The authors performed cross-sectional investigations to evaluate the risk and protective factors by three separate mixed-line regression models with anxiety variable SS, and PT dependent variable factors in each model.
The longitudinal analysis explored synchronization between variations in outcomes related to the stressors and mental health.
The findings of the study demonstrated that more than 50%, 39%, and 28% of enrolled subjects experienced above cut-off anxiety, depression, and PTSS. All these parameters exhibited a significant quadratic trend that peaked during the second lockdown.
During the first lockdown, more than 53%, 45%, and 33% of subjects experienced PRSFs such as anxiety related to the possibility of infecting family, financial worry, and exhaustion, respectively. PRSF, like mental and physical exhaustion and sleep difficulties, increased from 33.6%, 20.8%, and 18.6% during T1 to 38.7%, 41.5%, and 29.1%, respectively, in T5.
The time-sensitive analysis of cross-sectional data with mixed-effects linear regression revealed that age was negatively associated with both depression and anxiety while the female sex was associated with higher anxiety levels. Also, depression was negatively associated with various protective factors, including living with children and spouse and higher income. Intriguingly, PTSS were not associated with any demographic characteristics.
The authors observed that during T1 PRSFs like depression and anxiety were positively associated with financial stressors, health-related stressors, and fatigue but not with protection. Across all time points, financial stressors and fatigue were significantly linked with anxiety and depression, with fatigue eliciting the strongest association with both depression and anxiety.
On the other hand, across all time points, health-related stressors were significantly associated with anxiety. However, post the first lockdown, the positive association between health-related stressors and depression vanished, and it remained insignificant during the second and third lockdown.

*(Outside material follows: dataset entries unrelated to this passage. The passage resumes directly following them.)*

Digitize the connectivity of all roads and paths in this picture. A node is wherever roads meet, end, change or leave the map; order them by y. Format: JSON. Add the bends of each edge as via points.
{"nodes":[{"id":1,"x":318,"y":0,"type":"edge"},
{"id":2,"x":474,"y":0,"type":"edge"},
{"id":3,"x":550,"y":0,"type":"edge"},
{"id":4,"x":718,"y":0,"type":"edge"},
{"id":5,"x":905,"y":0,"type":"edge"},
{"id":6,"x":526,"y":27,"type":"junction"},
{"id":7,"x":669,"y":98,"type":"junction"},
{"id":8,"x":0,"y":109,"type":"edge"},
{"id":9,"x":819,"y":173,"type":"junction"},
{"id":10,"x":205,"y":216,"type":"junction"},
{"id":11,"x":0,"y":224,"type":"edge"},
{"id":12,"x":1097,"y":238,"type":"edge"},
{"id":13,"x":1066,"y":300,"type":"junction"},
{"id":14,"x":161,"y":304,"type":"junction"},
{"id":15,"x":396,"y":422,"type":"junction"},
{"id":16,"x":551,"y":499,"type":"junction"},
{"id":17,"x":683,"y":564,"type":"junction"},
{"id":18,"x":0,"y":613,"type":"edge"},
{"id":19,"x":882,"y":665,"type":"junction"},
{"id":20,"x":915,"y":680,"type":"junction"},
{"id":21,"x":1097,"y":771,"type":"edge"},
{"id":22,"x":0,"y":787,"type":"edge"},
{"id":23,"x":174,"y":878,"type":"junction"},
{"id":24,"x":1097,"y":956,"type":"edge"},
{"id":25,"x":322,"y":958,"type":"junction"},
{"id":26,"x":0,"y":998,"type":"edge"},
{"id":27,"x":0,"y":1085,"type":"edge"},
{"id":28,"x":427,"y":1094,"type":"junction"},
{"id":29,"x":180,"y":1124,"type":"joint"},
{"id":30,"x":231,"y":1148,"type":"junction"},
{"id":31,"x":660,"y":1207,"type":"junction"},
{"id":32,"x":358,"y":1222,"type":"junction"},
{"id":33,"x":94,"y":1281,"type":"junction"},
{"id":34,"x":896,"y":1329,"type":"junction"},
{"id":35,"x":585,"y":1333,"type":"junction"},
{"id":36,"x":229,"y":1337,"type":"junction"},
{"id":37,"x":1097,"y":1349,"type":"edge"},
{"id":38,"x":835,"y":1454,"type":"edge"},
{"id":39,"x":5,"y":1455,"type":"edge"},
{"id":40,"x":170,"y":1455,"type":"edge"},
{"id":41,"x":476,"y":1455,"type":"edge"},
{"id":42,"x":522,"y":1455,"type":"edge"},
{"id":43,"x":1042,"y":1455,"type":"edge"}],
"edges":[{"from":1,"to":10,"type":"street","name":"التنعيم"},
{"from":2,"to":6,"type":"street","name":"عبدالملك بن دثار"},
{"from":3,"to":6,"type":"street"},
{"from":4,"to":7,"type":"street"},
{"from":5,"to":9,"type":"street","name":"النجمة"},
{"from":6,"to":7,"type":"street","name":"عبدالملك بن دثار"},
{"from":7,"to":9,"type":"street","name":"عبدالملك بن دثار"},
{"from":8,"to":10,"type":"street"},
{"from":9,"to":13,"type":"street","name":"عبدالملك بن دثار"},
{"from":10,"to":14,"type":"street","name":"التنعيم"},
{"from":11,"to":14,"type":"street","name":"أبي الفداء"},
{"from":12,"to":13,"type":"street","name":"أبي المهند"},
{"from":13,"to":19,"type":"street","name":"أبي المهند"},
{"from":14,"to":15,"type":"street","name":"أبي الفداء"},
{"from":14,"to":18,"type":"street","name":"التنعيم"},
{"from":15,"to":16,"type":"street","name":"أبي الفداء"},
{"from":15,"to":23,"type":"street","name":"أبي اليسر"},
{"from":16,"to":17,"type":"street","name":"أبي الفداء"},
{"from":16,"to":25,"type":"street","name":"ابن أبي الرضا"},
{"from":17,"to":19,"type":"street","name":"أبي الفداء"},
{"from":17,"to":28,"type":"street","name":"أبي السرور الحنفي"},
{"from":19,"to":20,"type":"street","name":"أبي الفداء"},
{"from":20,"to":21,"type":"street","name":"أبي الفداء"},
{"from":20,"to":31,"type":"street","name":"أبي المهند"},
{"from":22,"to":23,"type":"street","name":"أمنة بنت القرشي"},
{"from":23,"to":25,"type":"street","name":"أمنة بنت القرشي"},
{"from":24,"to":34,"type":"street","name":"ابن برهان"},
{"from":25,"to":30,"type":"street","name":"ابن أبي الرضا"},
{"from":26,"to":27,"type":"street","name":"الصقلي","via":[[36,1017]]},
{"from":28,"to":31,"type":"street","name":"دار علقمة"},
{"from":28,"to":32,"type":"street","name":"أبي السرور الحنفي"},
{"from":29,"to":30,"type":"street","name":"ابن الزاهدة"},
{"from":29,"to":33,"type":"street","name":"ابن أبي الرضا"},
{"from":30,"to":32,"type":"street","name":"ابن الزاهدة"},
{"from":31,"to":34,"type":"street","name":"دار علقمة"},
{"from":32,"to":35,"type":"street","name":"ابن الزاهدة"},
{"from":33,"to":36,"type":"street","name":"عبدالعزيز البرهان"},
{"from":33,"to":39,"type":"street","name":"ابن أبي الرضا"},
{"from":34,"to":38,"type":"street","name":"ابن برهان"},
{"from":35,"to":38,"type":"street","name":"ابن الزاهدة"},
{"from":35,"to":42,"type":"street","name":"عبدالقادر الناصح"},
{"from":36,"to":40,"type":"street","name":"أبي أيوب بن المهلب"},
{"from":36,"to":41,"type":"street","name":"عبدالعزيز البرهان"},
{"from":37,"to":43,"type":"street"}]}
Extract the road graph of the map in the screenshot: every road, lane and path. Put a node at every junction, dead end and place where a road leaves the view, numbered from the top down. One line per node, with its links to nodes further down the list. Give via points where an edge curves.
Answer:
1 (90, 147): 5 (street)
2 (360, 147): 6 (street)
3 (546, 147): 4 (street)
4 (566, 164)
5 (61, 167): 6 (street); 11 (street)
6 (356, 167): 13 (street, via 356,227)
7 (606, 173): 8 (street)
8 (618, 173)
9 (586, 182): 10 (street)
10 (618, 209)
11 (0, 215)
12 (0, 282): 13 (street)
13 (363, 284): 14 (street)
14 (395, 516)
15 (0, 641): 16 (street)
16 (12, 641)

Moreover, PTSS were associated with health-related stressors and fatigue and remained significant across all time points. Fatigue showed the strongest association with PTSS across all time points. Only during the second lockdown were financial stressors associated with PTSS.
The longitudinal inter-correlations showed that increased fatigue had the strongest association with distressing depression, anxiety, and PTSS. Worsening of financial stressors was associated with aggravated depression and anxiety but not PTSS, while increased health-related stressors were associated with exacerbation in anxiety but not depression. Lastly, reduced feelings of protection were associated with depression and anxiety worsening but not PTSS.

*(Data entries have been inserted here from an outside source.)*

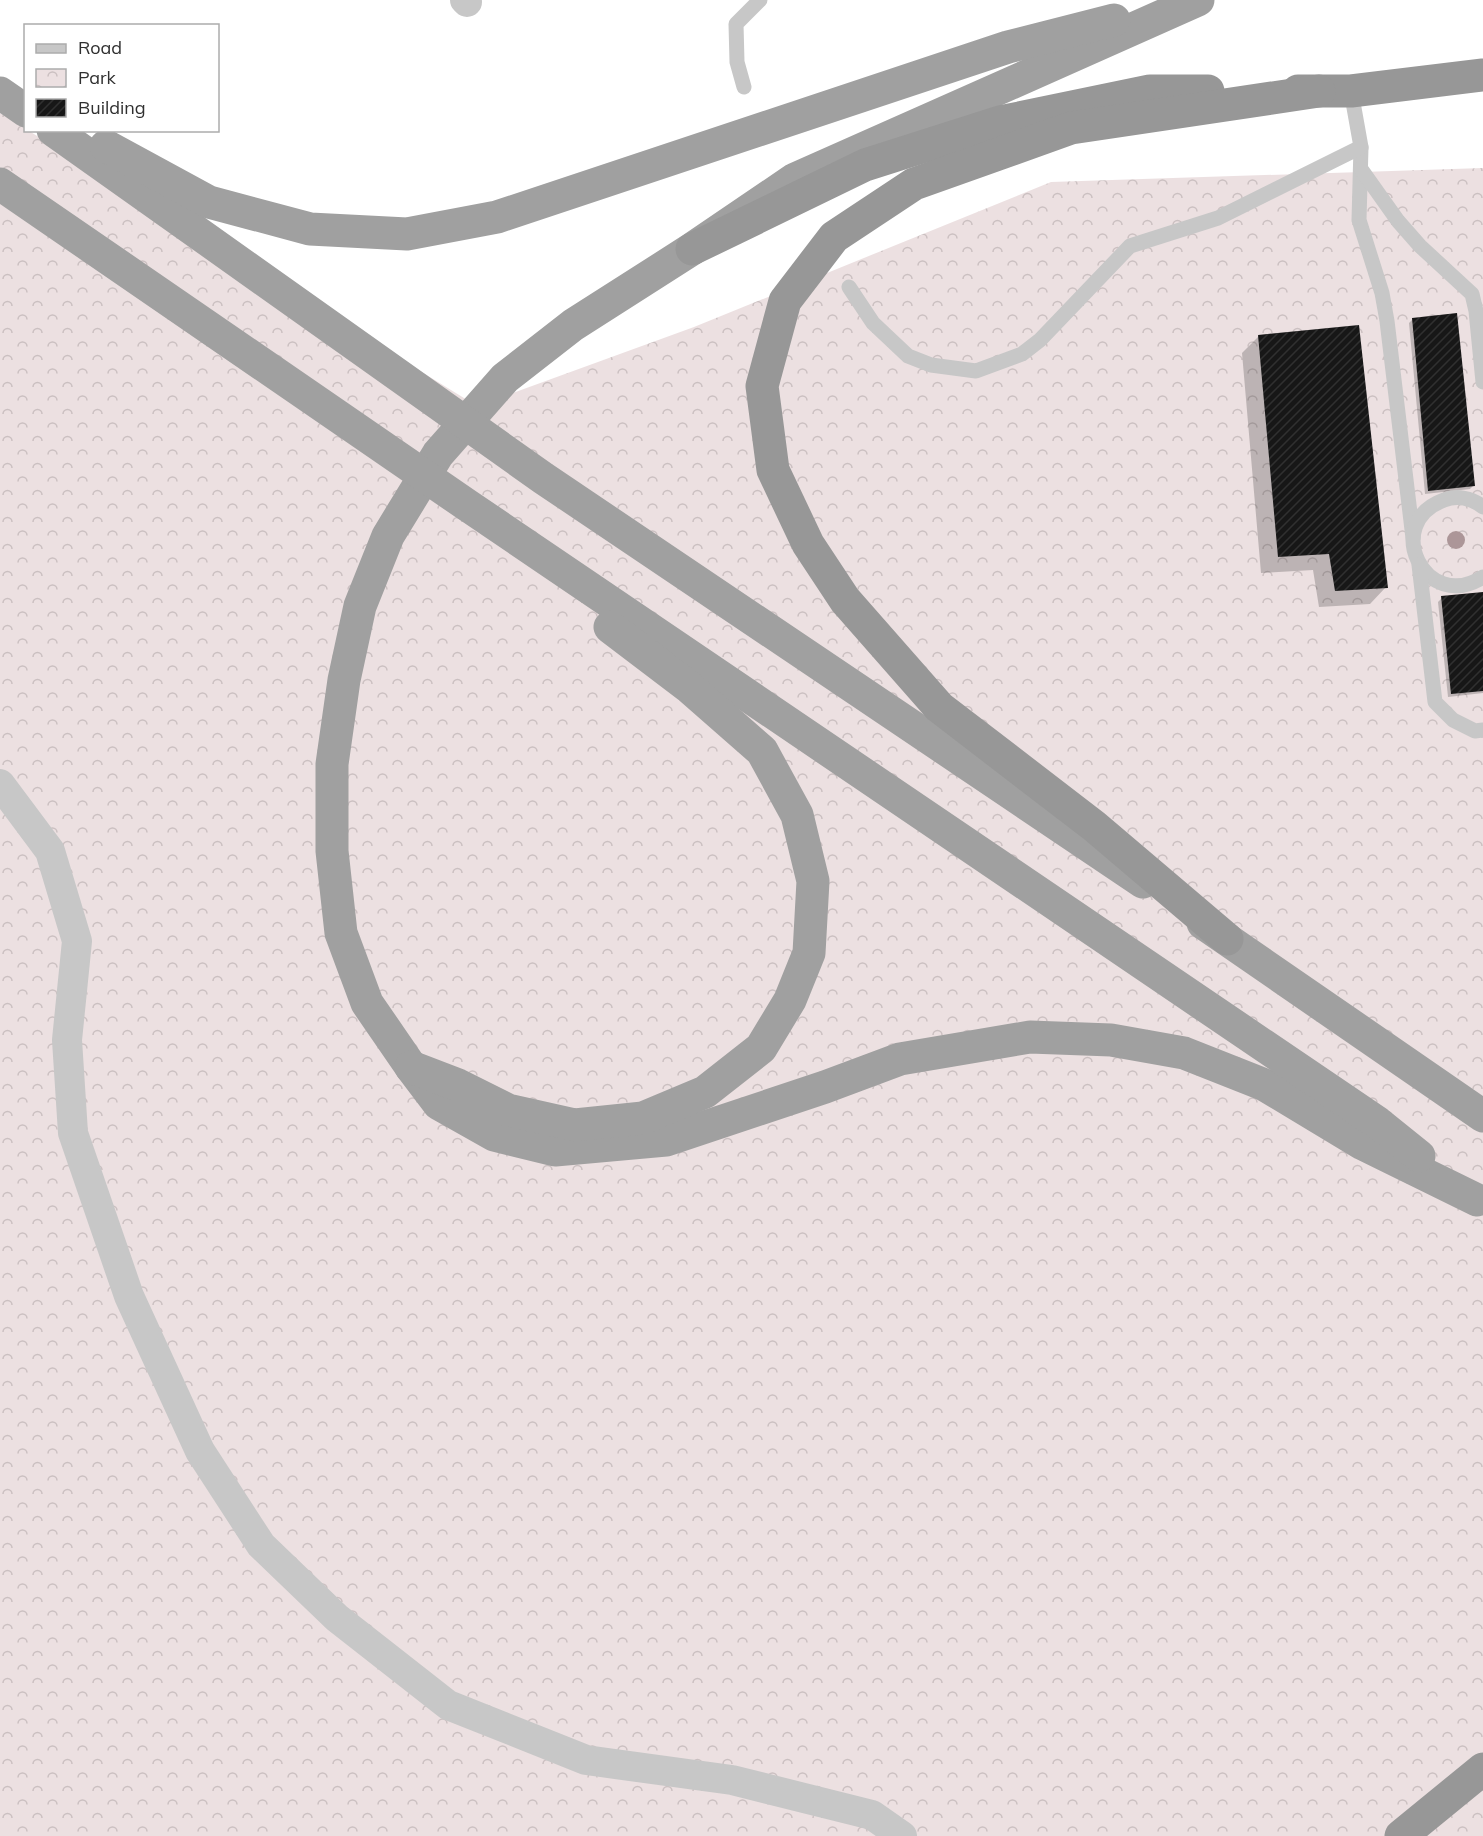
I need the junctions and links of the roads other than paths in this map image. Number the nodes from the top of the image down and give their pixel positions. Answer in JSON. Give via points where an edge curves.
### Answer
{"nodes":[{"id":1,"x":760,"y":0,"type":"edge"},
{"id":2,"x":1191,"y":0,"type":"edge"},
{"id":3,"x":1198,"y":0,"type":"edge"},
{"id":4,"x":1483,"y":75,"type":"edge"},
{"id":5,"x":744,"y":87,"type":"dead end"},
{"id":6,"x":0,"y":88,"type":"edge"},
{"id":7,"x":1335,"y":91,"type":"junction"},
{"id":8,"x":0,"y":93,"type":"edge"},
{"id":9,"x":24,"y":101,"type":"edge"},
{"id":10,"x":24,"y":110,"type":"edge"},
{"id":11,"x":55,"y":132,"type":"edge"},
{"id":12,"x":81,"y":132,"type":"edge"},
{"id":13,"x":1361,"y":147,"type":"junction"},
{"id":14,"x":1361,"y":169,"type":"junction"},
{"id":15,"x":0,"y":184,"type":"edge"},
{"id":16,"x":692,"y":249,"type":"junction"},
{"id":17,"x":849,"y":288,"type":"dead end"},
{"id":18,"x":1477,"y":292,"type":"edge"},
{"id":19,"x":1483,"y":382,"type":"edge"},
{"id":20,"x":467,"y":505,"type":"junction"},
{"id":21,"x":1483,"y":507,"type":"edge"},
{"id":22,"x":1413,"y":538,"type":"junction"},
{"id":23,"x":1419,"y":565,"type":"junction"},
{"id":24,"x":1483,"y":577,"type":"edge"},
{"id":25,"x":1483,"y":730,"type":"edge"},
{"id":26,"x":0,"y":784,"type":"edge"},
{"id":27,"x":1227,"y":939,"type":"junction"},
{"id":28,"x":411,"y":1067,"type":"junction"},
{"id":29,"x":1483,"y":1116,"type":"edge"},
{"id":30,"x":1480,"y":1202,"type":"edge"},
{"id":31,"x":1483,"y":1769,"type":"edge"},
{"id":32,"x":902,"y":1836,"type":"edge"},
{"id":33,"x":1401,"y":1836,"type":"edge"}],
"edges":[{"from":1,"to":5,"type":"lane","via":[[736,24],[737,62]]},
{"from":2,"to":12,"type":"highway","via":[[1008,47],[497,217],[406,234],[310,229],[208,202]]},
{"from":3,"to":16,"type":"highway","via":[[795,179]]},
{"from":4,"to":7,"type":"highway"},
{"from":6,"to":9,"type":"highway"},
{"from":7,"to":13,"type":"lane"},
{"from":7,"to":16,"type":"highway","via":[[1150,91],[1000,122],[865,165]]},
{"from":7,"to":27,"type":"highway","via":[[1071,128],[914,184],[834,237],[785,301],[762,386],[773,470],[808,544],[845,600],[939,707],[1094,826]]},
{"from":8,"to":10,"type":"highway"},
{"from":11,"to":27,"type":"highway","via":[[543,478]]},
{"from":13,"to":14,"type":"lane"},
{"from":13,"to":17,"type":"lane","via":[[1218,218],[1130,246],[1040,340],[1022,354],[976,371],[931,365],[908,356],[873,323]]},
{"from":14,"to":18,"type":"lane","via":[[1420,246]]},
{"from":14,"to":22,"type":"lane","via":[[1359,220],[1387,321]]},
{"from":15,"to":20,"type":"highway"},
{"from":16,"to":28,"type":"highway","via":[[573,325],[505,378],[438,454],[388,536],[360,606],[332,765],[332,851],[341,933],[367,1003]]},
{"from":18,"to":19,"type":"lane"},
{"from":20,"to":28,"type":"highway","via":[[532,567],[689,687],[762,751],[797,815],[813,881],[809,953],[790,1000],[760,1048],[705,1092],[643,1118],[575,1125],[508,1110]]},
{"from":20,"to":30,"type":"highway","via":[[1378,1123]]},
{"from":21,"to":22,"type":"lane","via":[[1463,498],[1435,503],[1416,524]]},
{"from":22,"to":23,"type":"lane","via":[[1413,552]]},
{"from":23,"to":24,"type":"lane","via":[[1440,583],[1454,586],[1468,585]]},
{"from":23,"to":25,"type":"lane","via":[[1435,702],[1453,720],[1475,731]]},
{"from":26,"to":32,"type":"street","via":[[50,851],[77,941],[67,1040],[73,1133],[95,1198],[129,1296],[200,1451],[261,1545],[337,1618],[448,1706],[586,1760],[743,1783],[872,1815]]},
{"from":27,"to":29,"type":"highway"},
{"from":28,"to":30,"type":"highway","via":[[439,1104],[494,1135],[555,1150],[666,1140],[900,1059],[1030,1037],[1111,1040],[1184,1053],[1264,1085],[1363,1144]]},
{"from":31,"to":33,"type":"highway"}]}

The present study highlighted the prominent role of fatigue in the exacerbation and conservation of mental disorders such as anxiety and depression to a larger extent compared to other stressors related to financial, health-related, or protection concerns.

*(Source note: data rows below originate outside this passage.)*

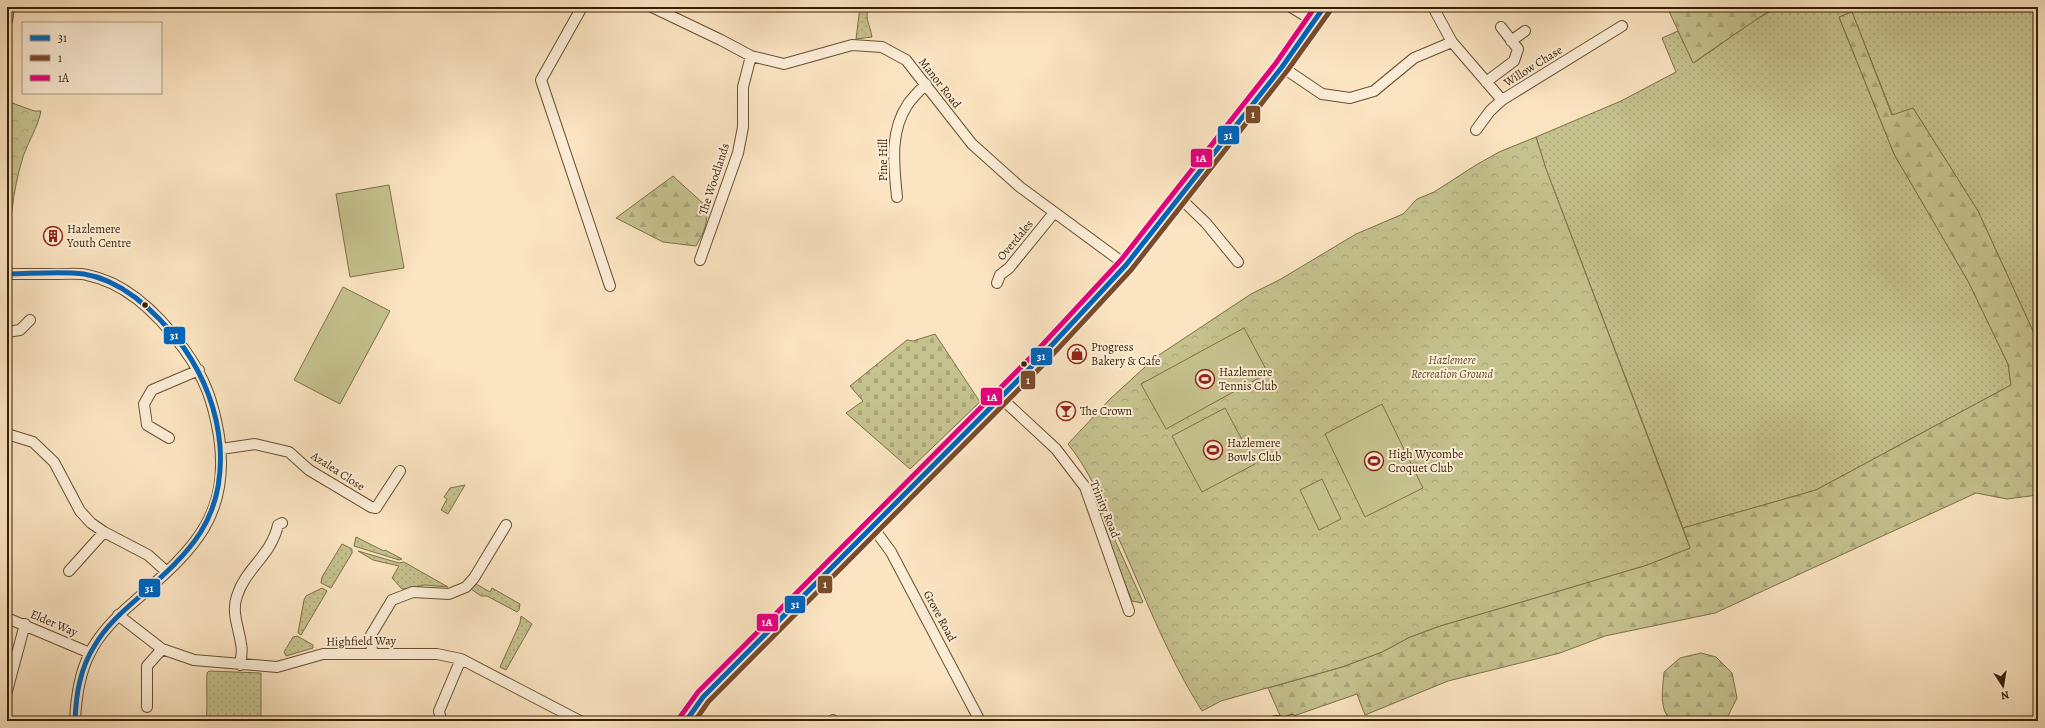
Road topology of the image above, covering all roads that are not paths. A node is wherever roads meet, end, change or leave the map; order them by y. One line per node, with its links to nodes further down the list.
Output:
1 (9, 7): 7 (street)
2 (582, 7): 28 (street)
3 (652, 7): 14 (street, Manor Road)
4 (1291, 7): 8 (street)
5 (1324, 7): 8 (main road)
6 (1433, 7): 13 (street, Willow Chase)
7 (7, 21)
8 (1314, 21): 15 (main road)
9 (1622, 26): 18 (street, Willow Chase)
10 (1501, 27): 12 (street)
11 (1525, 31): 12 (street)
12 (1511, 41): 16 (street)
13 (1452, 42): 15 (street); 16 (street, Willow Chase)
14 (751, 56): 17 (street, Manor Road); 23 (street, The Woodlands)
15 (1282, 67): 21 (main road)
16 (1486, 82): 18 (street, Willow Chase)
17 (926, 84): 20 (street, Pine Hill); 22 (street, Manor Road)
18 (1502, 100): 19 (street)
19 (1476, 130)
20 (897, 197)
21 (1180, 198): 24 (street); 25 (main road)
22 (1053, 214): 25 (street, Manor Road); 27 (street, Overdales)
23 (700, 260)
24 (1238, 262)
25 (1126, 264): 32 (main road)
26 (7, 274): 31 (street)
27 (997, 283)
28 (610, 286)
29 (30, 320): 30 (street)
30 (7, 332)
31 (199, 370): 34 (street); 35 (street)
32 (1000, 397): 39 (main road); 43 (street, Trinity Road)
33 (7, 434): 40 (street)
34 (169, 438)
35 (220, 449): 36 (street, Azalea Close); 42 (street)
36 (400, 471)
37 (282, 523): 51 (street)
38 (506, 525): 49 (street)
39 (872, 526): 57 (main road); 58 (street, Grove Road)
40 (104, 532): 41 (street); 42 (street)
41 (69, 571)
42 (167, 572): 44 (street)
43 (1129, 610)
44 (118, 616): 47 (street, Highfield Way); 48 (street)
45 (7, 618): 46 (street, Elder Way)
46 (25, 624): 48 (street, Elder Way); 52 (street)
47 (162, 649): 51 (street, Highfield Way); 53 (street)
48 (90, 653): 54 (street)
49 (372, 653): 50 (street, Highfield Way); 51 (street, Highfield Way)
50 (461, 659): 55 (street); 56 (street, Highfield Way)
51 (240, 665)
52 (7, 691)
53 (147, 707)
54 (75, 721)
55 (441, 721)
56 (580, 721)
57 (686, 721)
58 (980, 721)
59 (1275, 721): 60 (street)
60 (1279, 721)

The study findings emphasize the impact of multiple risk factors on psychiatric outcomes during the COVID-19 pandemic. They signal health policymakers on the need to consider mental health problems while confronting SARS-CoV-2.
medRxiv publishes preliminary scientific reports that are not peer-reviewed and, therefore, should not be regarded as conclusive, guide clinical practice/health-related behavior, or treated as established information.